Comprised of six members (Thomas Johnson, Carter King, Dennis Love, Brannen Miles, Daniel Womack, and Payton Bradford) during the recording of Baba Yaga (named for a supernatural, deformed, woods-dwelling female figure in Slavic folklore whose legend reminded the band of the turmoil involved in getting the album released), Futurebirds is a band in the truest sense of the word. Five members contributed songs to the album (Payton Bradford has since left to pursue another career path), which is a bit hard to believe considering the cohesiveness of emotion and sound found throughout the entirety of this, their second full-length release following 2010’s Hampton’s Lullaby and first for Oxford, Mississippi-based independent record label Fat Possum.

The first thing that grabbed me about this album is that it’s absolutely drenched in sweet-as-honeysuckle pedal steel guitar, and not just on a song here and there; it is a defining characterisitic of the band’s music and the mood they create. The optimistic yet nostalgic opening track “Virginia Slims” ends with the kind of spacey pedal steel jam that could revive the soul of the staunchest, most cycnical country music traditionalist, while follow-up track “Serial Bowls,” the most up-tempo song on the album, uses pedal steel flourishes to accent chiming surf-rock guitar solos. On “American Cowboy,” Dennis Love uses the instrument to such beautifully chilling effect that you may find yourself weeping right along with it. These first three songs set such a high bar that, when I first listened to the album, I wasn’t sure it could be maintained. But it largely is; even surpassed. And at 13 tracks and nearly 67 minutes, sweepingly so. After the defiant melancholy of “American Cowboy” (“I want to be an American Cowboy/and I ain’t ever moving away…/You will not be hating me in the morning”), the band switches it up with pedal steel solos and thrashing guitars full of giddy nostalgia on “Tan Lines.”

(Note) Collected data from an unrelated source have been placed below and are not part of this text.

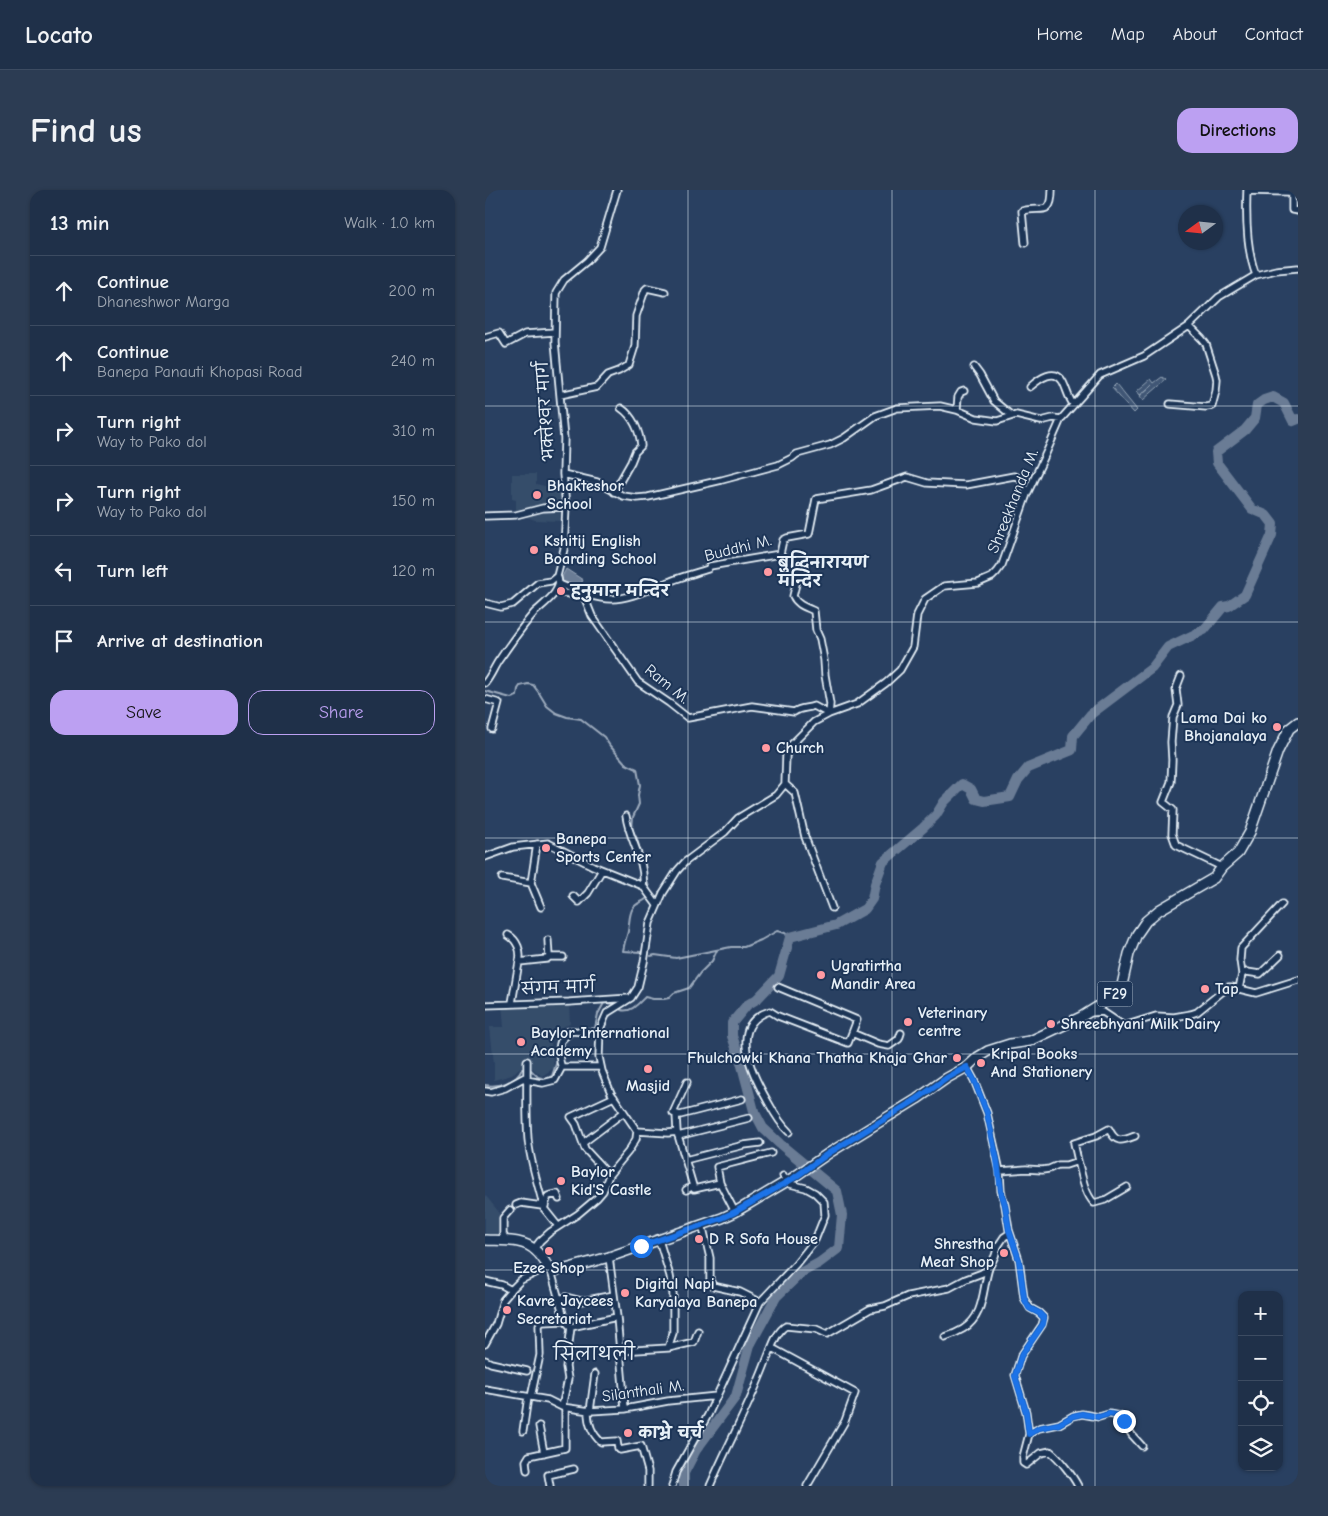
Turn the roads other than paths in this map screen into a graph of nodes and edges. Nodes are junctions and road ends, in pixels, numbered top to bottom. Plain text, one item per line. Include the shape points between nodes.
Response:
1 (617, 190) edge
2 (1051, 190) edge
3 (1247, 190) edge
4 (1298, 211) edge
5 (1025, 243) dead end
6 (1298, 268) edge
7 (1256, 275) junction
8 (665, 292) dead end
9 (1189, 326) junction
10 (555, 332) junction
11 (485, 337) edge
12 (974, 367) dead end
13 (1030, 387) dead end
14 (964, 391) dead end
15 (560, 395) junction
16 (1073, 404) junction
17 (1170, 404) dead end
18 (621, 408) dead end
19 (957, 410) junction
20 (1012, 416) junction
21 (1061, 418) junction
22 (563, 474) junction
23 (613, 492) junction
24 (1027, 494) junction
25 (566, 507) junction
26 (485, 516) edge
27 (780, 554) junction
28 (557, 576) junction
29 (559, 584) junction
30 (555, 592) junction
31 (485, 603) edge
32 (1181, 676) dead end
33 (485, 683) edge
34 (485, 699) edge
35 (829, 714) junction
36 (1298, 722) edge
37 (492, 730) dead end
38 (785, 784) junction
39 (626, 816) dead end
40 (537, 844) junction
41 (485, 857) edge
42 (1222, 867) junction
43 (602, 870) junction
44 (502, 878) dead end
45 (531, 883) junction
46 (645, 888) junction
47 (573, 896) dead end
48 (656, 904) junction
49 (1282, 904) dead end
50 (541, 907) dead end
51 (832, 908) dead end
52 (508, 935) dead end
53 (548, 940) dead end
54 (1280, 955) dead end
55 (549, 957) junction
56 (563, 957) dead end
57 (519, 962) junction
58 (1242, 974) junction
59 (1298, 980) edge
60 (778, 987) dead end
61 (1239, 989) junction
62 (631, 998) junction
63 (512, 1003) junction
64 (485, 1005) edge
65 (1089, 1014) junction
66 (852, 1033) junction
67 (901, 1033) dead end
68 (599, 1035) junction
69 (527, 1061) dead end
70 (562, 1067) junction
71 (601, 1067) junction
72 (967, 1067) junction
73 (527, 1078) junction
74 (687, 1082) dead end
75 (485, 1091) edge
76 (614, 1097) junction
77 (742, 1099) dead end
78 (624, 1112) junction
79 (676, 1114) junction
80 (749, 1118) dead end
81 (637, 1131) junction
82 (789, 1132) dead end
83 (677, 1134) junction
84 (1135, 1136) dead end
85 (583, 1143) junction
86 (760, 1143) dead end
87 (771, 1153) dead end
88 (685, 1160) junction
89 (1078, 1161) junction
90 (999, 1171) junction
91 (609, 1175) junction
92 (788, 1178) junction
93 (720, 1183) junction
94 (693, 1186) junction
95 (1127, 1187) dead end
96 (686, 1190) dead end
97 (559, 1199) dead end
98 (516, 1205) dead end
99 (543, 1207) junction
100 (510, 1210) dead end
101 (735, 1212) junction
102 (702, 1224) junction
103 (558, 1226) junction
104 (1010, 1233) junction
105 (485, 1240) edge
106 (506, 1240) junction
107 (659, 1240) junction
108 (535, 1249) junction
109 (609, 1258) junction
110 (989, 1268) junction
111 (549, 1269) junction
112 (485, 1281) edge
113 (511, 1290) junction
114 (614, 1295) junction
115 (559, 1299) junction
116 (761, 1302) junction
117 (617, 1317) junction
118 (565, 1321) junction
119 (571, 1327) junction
120 (698, 1331) dead end
121 (488, 1334) edge
122 (945, 1338) dead end
123 (485, 1344) edge
124 (668, 1348) junction
125 (772, 1348) junction
126 (620, 1350) junction
127 (485, 1360) edge
128 (527, 1371) dead end
129 (595, 1374) dead end
130 (485, 1389) edge
131 (717, 1396) junction
132 (529, 1397) junction
133 (563, 1407) junction
134 (625, 1409) junction
135 (589, 1411) junction
136 (539, 1426) dead end
137 (523, 1431) dead end
138 (1029, 1434) junction
139 (1142, 1446) dead end
140 (544, 1453) junction
141 (574, 1469) dead end
142 (527, 1470) dead end
143 (550, 1486) edge
144 (648, 1486) edge
145 (672, 1486) edge
146 (710, 1486) edge
147 (807, 1486) edge
148 (1079, 1486) edge

1 - 10 street, भक्तेश्वर मार्ग via 600,247 564,280 556,293
2 - 5 street via 1050,206 1022,212
3 - 4 street via 1289,192 1292,210
3 - 7 street via 1249,239
6 - 7 street, Shreekhanda M.
7 - 9 street, Shreekhanda M. via 1219,297
8 - 15 street via 645,290 636,316 635,346 629,365 608,375 597,387
9 - 16 street, Shreekhanda M. via 1145,356 1100,374
9 - 17 street via 1206,344 1217,380 1214,401 1210,407
10 - 11 street via 525,334 506,344 499,333
10 - 15 street, भक्तेश्वर मार्ग
12 - 20 street via 994,400
13 - 16 street via 1046,375 1057,376 1065,384
14 - 19 street via 958,397
15 - 22 street, भक्तेश्वर मार्ग
16 - 21 street, Shreekhanda M.
18 - 23 street via 633,420 641,436 641,446
19 - 20 street via 976,418 997,421
19 - 23 street via 941,406 897,408 875,416 830,445 797,454 778,465 659,496 637,498
20 - 21 street via 1041,421
21 - 24 street, Shreekhanda M.
22 - 23 street via 597,482
22 - 25 street, भक्तेश्वर मार्ग
24 - 27 street, Buddhi M. via 1020,478 1014,476 966,485 927,483 907,477 871,490 816,499 809,534 783,540
24 - 35 street, Shreekhanda M. via 997,572 979,583 944,586 925,599 917,615 913,647 900,670 857,704
25 - 26 street
25 - 28 street, भक्तेश्वर मार्ग via 564,549
27 - 29 street, Buddhi M. via 710,566 629,596 611,599
27 - 35 street via 797,568 795,600 814,611 824,660
28 - 29 street, भक्तेश्वर मार्ग
28 - 31 street via 551,581 538,583 513,604 501,607
29 - 30 street
30 - 33 street via 528,621
30 - 35 street, Ram M. via 584,596 592,616 638,682 688,718 751,706 794,712 814,706
32 - 42 street via 1176,689 1178,705 1173,717 1171,782 1163,802 1173,810 1172,834 1176,845
34 - 37 street via 499,703
35 - 38 street, Shreekhanda M. via 813,722 789,747
36 - 42 main road, F29 via 1289,729 1277,751 1250,832 1238,852
38 - 48 street via 776,795 738,818 685,862
38 - 51 street via 795,793 805,837
39 - 46 street
40 - 41 street via 513,847
40 - 43 street via 548,843
40 - 45 street
42 - 65 main road, F29 via 1214,878 1146,921 1129,954 1119,991
43 - 46 street
43 - 47 street via 579,902
44 - 45 street
45 - 50 street
46 - 48 street
48 - 62 street via 638,988
49 - 58 street via 1241,948
52 - 57 street via 516,941
53 - 55 street
54 - 58 street via 1261,974
55 - 56 street
55 - 57 street
57 - 63 street
58 - 61 street
59 - 61 street via 1255,993
60 - 66 street via 857,1020
61 - 65 street via 1227,987 1191,1014 1156,1016 1124,1026 1103,1012
62 - 63 street, संगम मार्ग
62 - 68 street via 607,1013
63 - 64 street, संगम मार्ग
65 - 72 main road, F29 via 1030,1041 988,1051
66 - 67 street via 889,1046 899,1039
66 - 82 street via 848,1043 770,1011 757,1016 750,1024 745,1048 759,1088 781,1125
68 - 70 street via 571,1031 561,1041
68 - 71 street
69 - 73 street
70 - 71 street
70 - 73 street via 555,1080 543,1083
71 - 76 street
72 - 90 street via 987,1113
72 - 92 main road, F29
73 - 75 street via 505,1088
73 - 99 street via 529,1140
74 - 79 street via 673,1113
76 - 78 street
76 - 85 street via 571,1116
77 - 79 street
78 - 81 street
78 - 85 street
79 - 83 street
80 - 83 street
81 - 83 street
81 - 91 street via 633,1144
83 - 88 street
84 - 89 street via 1117,1140 1109,1129 1074,1143
85 - 91 street via 590,1156
86 - 88 street
87 - 93 street via 717,1167
88 - 94 street
89 - 90 street via 1042,1170
89 - 95 street via 1083,1184 1094,1203
90 - 104 street
91 - 103 street via 597,1198
92 - 101 main road, F29
92 - 116 street via 790,1184 815,1193 824,1202 825,1215 815,1240
93 - 94 street via 694,1189
93 - 101 street
94 - 96 street
97 - 99 street via 557,1194 547,1196
98 - 99 street
99 - 103 street
100 - 106 street via 503,1218
101 - 102 main road, F29
102 - 107 main road, F29
102 - 116 street via 713,1286 740,1292
103 - 108 street
104 - 110 street via 999,1246
104 - 138 street via 1019,1260 1024,1298 1029,1308 1044,1318 1021,1356 1015,1376
105 - 106 main road
106 - 108 main road
107 - 109 main road, F29
107 - 124 street via 673,1294 673,1333
108 - 111 main road
109 - 111 main road, F29 via 566,1269
109 - 114 street
110 - 122 street via 977,1314 965,1328
110 - 125 street via 949,1288 909,1296 870,1309 827,1334 785,1326
111 - 113 street via 521,1280
111 - 115 street
112 - 113 street
113 - 121 street
114 - 115 street via 582,1301 566,1297
114 - 117 street
115 - 118 street
116 - 131 street
117 - 119 street
117 - 126 street
118 - 119 street
118 - 132 street via 542,1322 539,1325 540,1355
119 - 133 street
120 - 124 street via 694,1342
121 - 123 street
124 - 126 street
125 - 146 street
125 - 147 street via 855,1393 845,1421
126 - 134 street
127 - 128 street
129 - 135 street
130 - 132 street, Silanthali M.
131 - 134 street, Silanthali M.
131 - 145 street via 676,1472
132 - 133 street, Silanthali M.
132 - 137 street
133 - 135 street, Silanthali M.
133 - 140 street via 565,1448
134 - 135 street, Silanthali M.
135 - 144 street via 592,1430 601,1442 617,1441 620,1450 641,1446 648,1471
136 - 140 street
138 - 139 street via 1073,1416 1109,1414 1121,1416
138 - 148 street via 1023,1463 1026,1465 1050,1451
140 - 142 street via 529,1456
141 - 143 street via 548,1475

The folky and heavily percussive “Felix Helix” has a sing-a-long quality that draws you in until the very last ooh-ooh-ooh‘s of the choir-like closing. “Dig” contains a tempo change in the first minute and a half that sends the song soaring and serves as a perfect introduction to the second half of the album. It also contains one of the album’s standout lyrics: “I turn the lights off now when I get home/I’m going to love you if it takes all goddamn night long.” Both “Keith and Donna” and closing track “St. Summercamp” aim for epic (the former is six and a half minutes long, the latter eight and a half) and succeed with assured confidence where a lesser band might have let the songs sink into self-absorbed pretentiousness. “The Light” is just that, the lightest track on the album, serving as a needed reprieve from the emotional intensity that surrounds it.

The best segment of the album may indeed be its last five songs, from the shimmering tremolo that opens “Death Awaits” to the twangy, whistling, psychedelia that closes the aforementioned “St. Summercamp.” On full display throughout these songs is one of the strongest aspects of Futurebirds’sound: the ability to let their songs breathe. There is room to live in them. Like a film director who allows scenes to develop slowly and organically, who isn’t prone to fast cuts and quick edits, Futurebirds are masters of taking their time. Baba Yaga is in no kind of rush to get to anywhere in particular. Nothing is shoved in your face or emotionally manipulating. Instead, there is subtlety. There is space. There is the satisfaction that comes when an album seeps slowly, and over the patience of several listens, deeply into your bones. As melancholy a tone as the album sets, it is still wildly uplifting, as if the band had Thoreau’s quote, “Most men lead lives of quiet desperation” hanging on the studio wall and said, “Let’s make an album that inspires people to be the opposite of that.” It is an album made without the ADD generation anywhere in mind.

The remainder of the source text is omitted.